- **Problem requirements**: Below are records; report how many of their lines contain the word "numbered", giving only the number.

- **Data extracts**:

######

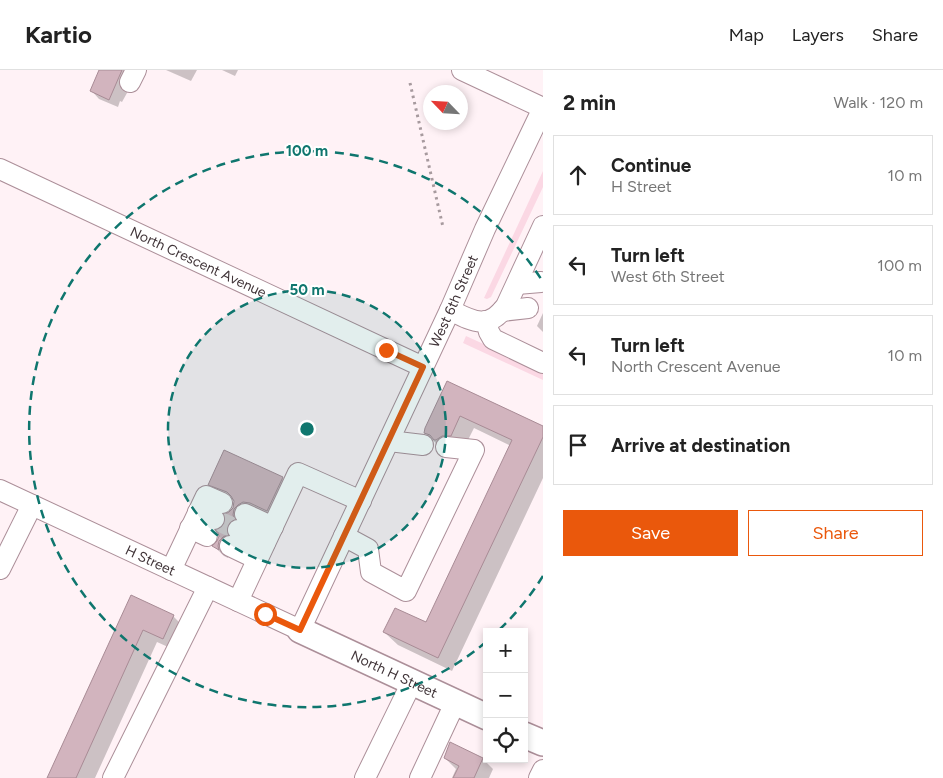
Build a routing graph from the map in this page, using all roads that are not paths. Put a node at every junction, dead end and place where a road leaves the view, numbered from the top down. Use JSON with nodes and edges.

######

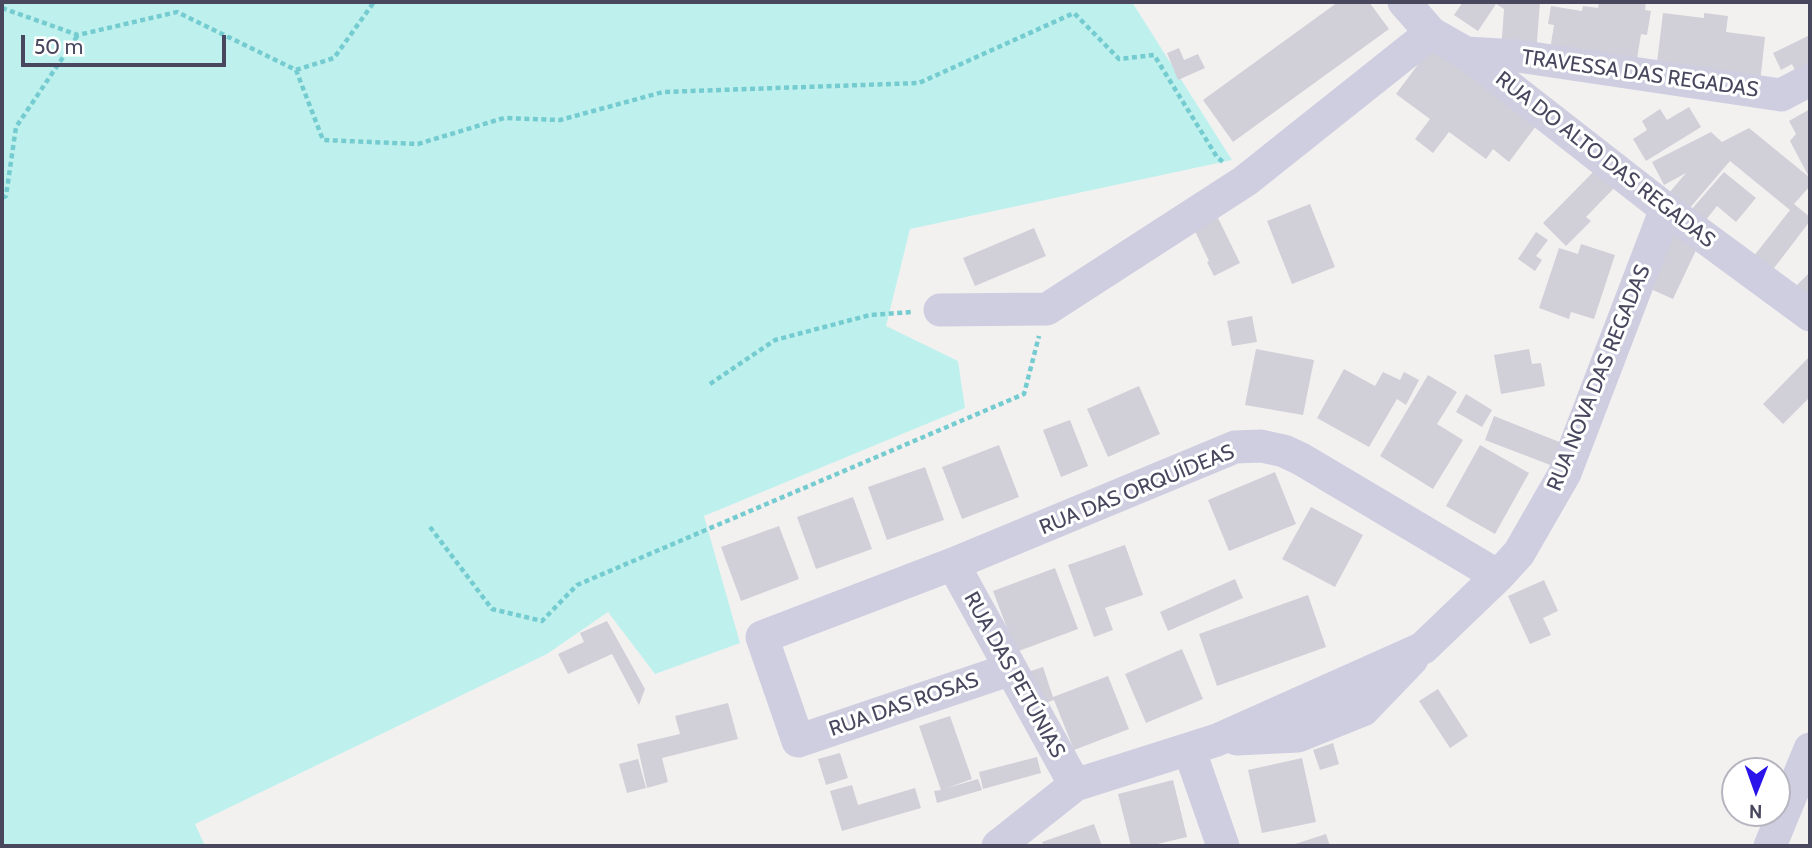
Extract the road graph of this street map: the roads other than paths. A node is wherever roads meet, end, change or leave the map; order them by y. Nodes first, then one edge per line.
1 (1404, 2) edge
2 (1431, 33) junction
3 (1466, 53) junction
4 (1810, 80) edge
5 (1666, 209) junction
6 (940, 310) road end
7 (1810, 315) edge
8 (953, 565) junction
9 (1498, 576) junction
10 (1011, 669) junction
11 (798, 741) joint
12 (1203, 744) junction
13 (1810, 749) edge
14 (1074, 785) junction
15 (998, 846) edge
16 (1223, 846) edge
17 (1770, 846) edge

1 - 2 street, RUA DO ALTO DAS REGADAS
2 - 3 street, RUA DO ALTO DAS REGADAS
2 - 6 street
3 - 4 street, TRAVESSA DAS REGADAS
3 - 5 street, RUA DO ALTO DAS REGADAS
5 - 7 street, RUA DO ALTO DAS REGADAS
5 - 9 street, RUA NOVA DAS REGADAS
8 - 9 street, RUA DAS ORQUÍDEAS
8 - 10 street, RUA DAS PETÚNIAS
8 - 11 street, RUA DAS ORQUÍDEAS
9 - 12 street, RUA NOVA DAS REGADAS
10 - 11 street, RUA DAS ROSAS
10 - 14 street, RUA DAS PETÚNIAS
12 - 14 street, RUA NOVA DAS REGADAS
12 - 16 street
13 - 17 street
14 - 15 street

######

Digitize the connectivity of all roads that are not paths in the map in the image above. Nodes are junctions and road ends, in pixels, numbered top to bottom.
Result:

######

- **Answer to this problem**: 2